Chęć zwycięstwa czy odwetu za poprzedni mecz, nierzadko nie mogła czekać do następnego spotkania na boisku i realizowana była poza nim. Dziarscy staruszkowie reprezentujący barwy obu klubów, solidarnie postanowili nawet wycofać się z rozgrywek ligowych, gdyż nie obchodziła ich żadna rywalizacja, poza tą ze znienawidzonym sąsiadem. Mecze przybierały przez to niekiedy dramatyczny obrót. Rzadko udawało się znaleźć sędziego, którego bezstronność byłaby nie do podważenia dla którejkolwiek ze stron. Zawody często odbywały się bez udziału arbitra, co przynosiło dramatyczne skutki: remis był nie do pomyślenia i mecze potrafiły trwać po dwie i pół godziny, aż do rozstrzygnięcia rywalizacji. Z powodu braku osoby, mogącej obiektywnie ocenić sporne sytuacje, często dochodziło do tego, że sędziwi zawodnicy nie wytrzymywali napięcia panującego na boisku i brali sprawy w swoje ręce; na przykład przy pomocy boiskowych chorągiewek, których używali niezgodnie z przeznaczeniem. Znany jest przypadek, kiedy bramkarz PKSR'u przyszedł na mecz w rękawicach bokserskich, twierdząc, że bramkarskie na nic mu się tu zdadzą. Zawodnicy wielokrotnie schodzili, bądź byli znoszeni z boiska z zadrapaniami i pogryzieniami. Raz jeden z pomocników, rozpędzając się na lewym skrzydle, złamał obojczyk potykając się na bezpańskiej sztucznej szczęce, wybitej uprzednio poprzez 'przyjazny' łokieć, której brak nie został nawet przez jej właściciela odnotowany. Wiele można powiedzieć o obu drużynach, ale z pewnością nikt nie mógł im odmówić woli walki i zaangażowania na boisku. Telewizyjni komentarzy określiliby ich jako "drużyny walczaków". Ta ambicja, zawziętość oraz ogrom (nie tylko boiskowego) doświadczenia zawodników sprawiały, że derby Gomułek były wydarzeniem niezwykle ekscytującym.

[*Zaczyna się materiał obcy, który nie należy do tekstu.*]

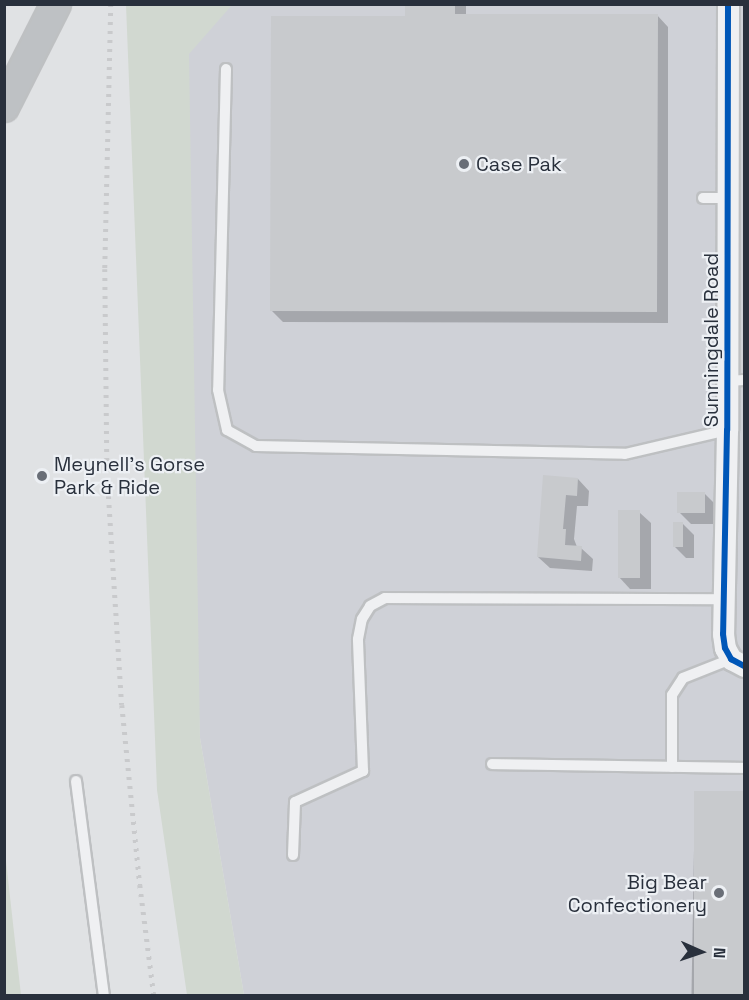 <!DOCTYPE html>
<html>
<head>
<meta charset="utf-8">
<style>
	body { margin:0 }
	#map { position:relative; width:749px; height:1000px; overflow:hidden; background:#e0e2e4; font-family:"Space Grotesk",sans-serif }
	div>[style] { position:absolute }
	.built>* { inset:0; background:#cfd1d7 }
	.green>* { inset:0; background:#d1d8d0 }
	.shadow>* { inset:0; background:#0003; transform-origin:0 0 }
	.building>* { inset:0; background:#c8cacd; transform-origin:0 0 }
	.roads { filter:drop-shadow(2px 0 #bec0c2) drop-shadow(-2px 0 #bec0c2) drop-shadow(0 2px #bec0c2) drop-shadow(0 -2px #bec0c2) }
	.service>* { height:10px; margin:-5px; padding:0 5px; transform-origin:5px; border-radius:5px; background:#eff0f2 }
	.minor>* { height:21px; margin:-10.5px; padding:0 10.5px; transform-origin:10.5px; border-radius:10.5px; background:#eff0f2 }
	.secondary>* { height:28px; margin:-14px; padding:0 14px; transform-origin:14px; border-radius:14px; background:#bec1c4 }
	.rail>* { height:4.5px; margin-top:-2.25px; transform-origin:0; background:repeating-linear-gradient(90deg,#c9cacc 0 3px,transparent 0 9px) }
	.cycleway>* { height:6px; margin:-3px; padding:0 3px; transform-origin:3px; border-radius:3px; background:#0057b8 }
	.dots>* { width:16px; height:16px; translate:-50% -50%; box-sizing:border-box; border:3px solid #edf0f4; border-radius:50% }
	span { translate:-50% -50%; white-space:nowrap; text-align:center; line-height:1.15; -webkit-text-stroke:4.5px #edf0f4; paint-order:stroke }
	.poi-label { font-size:20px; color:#29303c }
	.left { translate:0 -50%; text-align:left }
	.right { translate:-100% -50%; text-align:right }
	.street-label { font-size:20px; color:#29303c }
	.frame { position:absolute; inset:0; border:6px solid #29303c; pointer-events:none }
	.north { position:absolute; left:671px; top:922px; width:60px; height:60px; -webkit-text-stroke:4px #edf0f4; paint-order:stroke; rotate:93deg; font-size:16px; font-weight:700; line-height:24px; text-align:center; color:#29303c }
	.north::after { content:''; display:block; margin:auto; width:21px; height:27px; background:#29303c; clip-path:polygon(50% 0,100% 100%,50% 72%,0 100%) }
</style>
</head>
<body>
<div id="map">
	<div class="built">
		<i style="clip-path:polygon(167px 5px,744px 5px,744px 995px,244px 995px,200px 738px)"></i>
	</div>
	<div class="green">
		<i style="clip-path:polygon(126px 5px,232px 5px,189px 54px,200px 738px,244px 995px,187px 995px,157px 790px)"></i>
		<i style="clip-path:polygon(4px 852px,5px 852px,21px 995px,5px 995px)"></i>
	</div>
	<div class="shadow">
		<i style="clip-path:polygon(406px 4px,466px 4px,466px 15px,657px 15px,668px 27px,668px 323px,283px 322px,272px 311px,406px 17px)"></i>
		<i style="clip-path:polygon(544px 477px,578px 479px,589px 491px,588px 506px,577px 506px,574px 539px,577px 547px,581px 548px,593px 559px,592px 571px,550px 568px,538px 557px)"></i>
		<i style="clip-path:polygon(705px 494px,716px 505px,716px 524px,691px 524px,679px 512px)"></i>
		<i style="clip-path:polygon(639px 512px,651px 523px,651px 589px,630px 589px,619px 577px)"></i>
		<i style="clip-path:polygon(682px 523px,694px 535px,694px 558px,686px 558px,675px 547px)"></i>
		<i style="left:695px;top:792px;width:49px;height:204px;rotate:1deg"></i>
	</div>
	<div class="building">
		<i style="clip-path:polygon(405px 4px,455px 4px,455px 14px,658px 14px,657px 312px,270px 311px,271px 16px,405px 16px)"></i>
		<i style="clip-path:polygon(543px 475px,578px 478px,577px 496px,566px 495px,563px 529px,566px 529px,565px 545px,582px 546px,581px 561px,537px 557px)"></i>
		<i style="left:677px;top:492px;width:28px;height:21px"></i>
		<i style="left:618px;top:510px;width:22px;height:68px"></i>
		<i style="left:673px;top:522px;width:10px;height:25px"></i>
		<i style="left:694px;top:791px;width:50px;height:205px"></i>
	</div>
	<div class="roads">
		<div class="service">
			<i style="left:226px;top:69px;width:321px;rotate:91.4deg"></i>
			<i style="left:218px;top:390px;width:41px;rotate:77.3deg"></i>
			<i style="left:227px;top:430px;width:33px;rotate:29deg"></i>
			<i style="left:256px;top:446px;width:369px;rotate:1.2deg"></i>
			<i style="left:625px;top:454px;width:105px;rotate:-13.2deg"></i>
			<i style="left:703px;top:198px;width:25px"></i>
			<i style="left:727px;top:381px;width:17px;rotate:-3deg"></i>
			<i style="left:492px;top:764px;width:252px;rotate:0.9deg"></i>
			<i style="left:672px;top:767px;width:72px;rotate:-90deg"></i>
			<i style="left:672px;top:695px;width:20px;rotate:-57deg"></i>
			<i style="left:683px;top:678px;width:52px;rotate:-21.6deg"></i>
			<i style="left:76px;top:781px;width:217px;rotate:82.6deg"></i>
			<i style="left:293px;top:855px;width:53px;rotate:-87.8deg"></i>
			<i style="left:295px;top:802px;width:75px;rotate:-24.5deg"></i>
			<i style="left:363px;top:771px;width:132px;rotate:-92.2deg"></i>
			<i style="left:358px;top:639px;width:20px;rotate:-79deg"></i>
			<i style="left:362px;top:619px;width:15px;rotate:-58deg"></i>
			<i style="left:370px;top:606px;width:17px;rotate:-28deg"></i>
			<i style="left:385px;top:598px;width:338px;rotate:0.2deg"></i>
		</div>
		<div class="minor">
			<i style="left:728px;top:4px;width:426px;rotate:90.1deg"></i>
			<i style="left:727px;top:430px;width:204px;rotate:91.1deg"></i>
			<i style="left:723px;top:634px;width:14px;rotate:82deg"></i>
			<i style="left:725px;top:648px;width:13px;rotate:61deg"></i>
			<i style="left:731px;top:659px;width:15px;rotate:28deg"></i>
		</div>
		<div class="secondary">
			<i style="left:4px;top:107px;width:115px;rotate:-63.2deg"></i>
		</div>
	</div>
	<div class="rail">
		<i style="left:111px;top:4px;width:265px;rotate:91.3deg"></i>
		<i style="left:105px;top:269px;width:200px;rotate:89.4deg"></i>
		<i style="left:107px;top:469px;width:236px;rotate:86.4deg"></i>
		<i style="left:122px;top:705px;width:181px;rotate:84.3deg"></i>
		<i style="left:140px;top:885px;width:112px;rotate:82.8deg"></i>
	</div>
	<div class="cycleway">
		<i style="left:728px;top:4px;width:426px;rotate:90.1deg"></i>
		<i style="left:727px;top:430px;width:204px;rotate:91.1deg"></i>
		<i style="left:723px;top:634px;width:14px;rotate:82deg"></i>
		<i style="left:725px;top:648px;width:13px;rotate:61deg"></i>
		<i style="left:731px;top:659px;width:15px;rotate:28deg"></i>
	</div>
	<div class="dots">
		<i style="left:464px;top:164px;background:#696e77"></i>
		<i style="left:42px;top:476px;background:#696e77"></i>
		<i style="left:719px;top:893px;background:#696e77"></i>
	</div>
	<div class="poi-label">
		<span class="left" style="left:476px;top:164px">Case Pak</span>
		<span class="left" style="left:54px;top:476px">Meynell's Gorse<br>Park &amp; Ride</span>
		<span class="right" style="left:707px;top:894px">Big Bear<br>Confectionery</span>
	</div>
	<div class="street-label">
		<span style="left:711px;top:340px;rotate:-90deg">Sunningdale Road</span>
	</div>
	<div class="frame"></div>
	<div class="north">N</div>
</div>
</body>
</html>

W historii rozgrywek ligowych, PKSR i Zwycięstwo zmierzyły się ze soba 30 razy. 14 razy zwycięski był PKSR, 13 razy Zwycięstwo. Remis padł trzykrotnie. Od momentu wycofania się obu drużyn z ligi, trudno stwierdzić ile razy mieszkańcy obu wsi ścierali się na boisku (i poza nim), jednak najstarsi rolnici twierdzą, że dominacja PKSRu została przerwana i aktualny bilans wypada na korzyść drużyny z Nowych Gomułek.
Do obu wsi wraca coraz mniej rdzennych mieszkańców, nowi nie napływają. Zostało niewiele czasu aby ostatecznie rozstrzygnąć, która drużyna jest jest drużyną lepszą. Rekordzista, zawodnik PSKR'u Gomułki, ma na koncie 352 mecze rozgegrane w drużynie. Pan Zenon Gieraga grający na pozycji napastnika, mimo swoich 73 lat, wciąż jest nie do zatrzymania dla obrońców Zwycięstwa. Podobno ma już na koncie 198 bramek i niezliczoną, ponieważ nie jesteśmy w Kanadzie, liczbę asyst. Niedługo kolejne derby i pan Zenon liczy, że uda mu się jeszcze poprawić swój bilans oraz przywrócić tytuł Najlepszej Drużyny Obu Gomułek PKSR'owi. Po tym ma nadzieję umrzeć.
To, że ta historia nigdy się nie zdarzyła, nie znaczy, że nie jest prawdziwa.